**DESCRIPTION OF THE TASK**
Answer with a number only, giving how many lines in the data below include "graph".

Data records
- - - - - - -

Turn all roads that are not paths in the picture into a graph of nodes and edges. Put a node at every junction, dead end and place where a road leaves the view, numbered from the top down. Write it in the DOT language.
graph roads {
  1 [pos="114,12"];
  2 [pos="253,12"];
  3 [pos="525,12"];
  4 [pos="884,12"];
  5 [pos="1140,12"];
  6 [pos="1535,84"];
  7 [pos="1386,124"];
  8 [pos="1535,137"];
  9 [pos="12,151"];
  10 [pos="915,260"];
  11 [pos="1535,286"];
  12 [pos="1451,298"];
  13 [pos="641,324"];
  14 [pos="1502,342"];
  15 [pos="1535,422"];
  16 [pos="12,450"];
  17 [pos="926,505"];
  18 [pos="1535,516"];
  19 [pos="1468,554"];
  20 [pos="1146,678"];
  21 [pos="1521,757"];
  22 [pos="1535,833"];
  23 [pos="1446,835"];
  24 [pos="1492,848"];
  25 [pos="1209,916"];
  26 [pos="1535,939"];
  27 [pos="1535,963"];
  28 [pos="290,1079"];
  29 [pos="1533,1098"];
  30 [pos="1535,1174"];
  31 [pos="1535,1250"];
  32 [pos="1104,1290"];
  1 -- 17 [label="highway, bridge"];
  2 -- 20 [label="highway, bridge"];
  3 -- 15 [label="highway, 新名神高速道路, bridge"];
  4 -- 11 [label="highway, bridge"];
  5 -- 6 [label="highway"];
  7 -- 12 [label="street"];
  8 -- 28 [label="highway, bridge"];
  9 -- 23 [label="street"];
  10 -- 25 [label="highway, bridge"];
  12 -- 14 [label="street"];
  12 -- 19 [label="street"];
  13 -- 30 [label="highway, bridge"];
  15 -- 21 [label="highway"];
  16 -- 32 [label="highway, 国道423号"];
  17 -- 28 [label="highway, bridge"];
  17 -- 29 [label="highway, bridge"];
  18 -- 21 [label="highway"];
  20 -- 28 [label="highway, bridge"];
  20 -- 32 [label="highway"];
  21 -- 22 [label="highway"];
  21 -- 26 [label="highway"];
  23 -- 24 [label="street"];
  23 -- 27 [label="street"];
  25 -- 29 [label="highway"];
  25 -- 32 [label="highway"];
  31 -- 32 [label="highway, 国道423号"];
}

- - - - - - -

**ANSWER TO THIS TASK**
2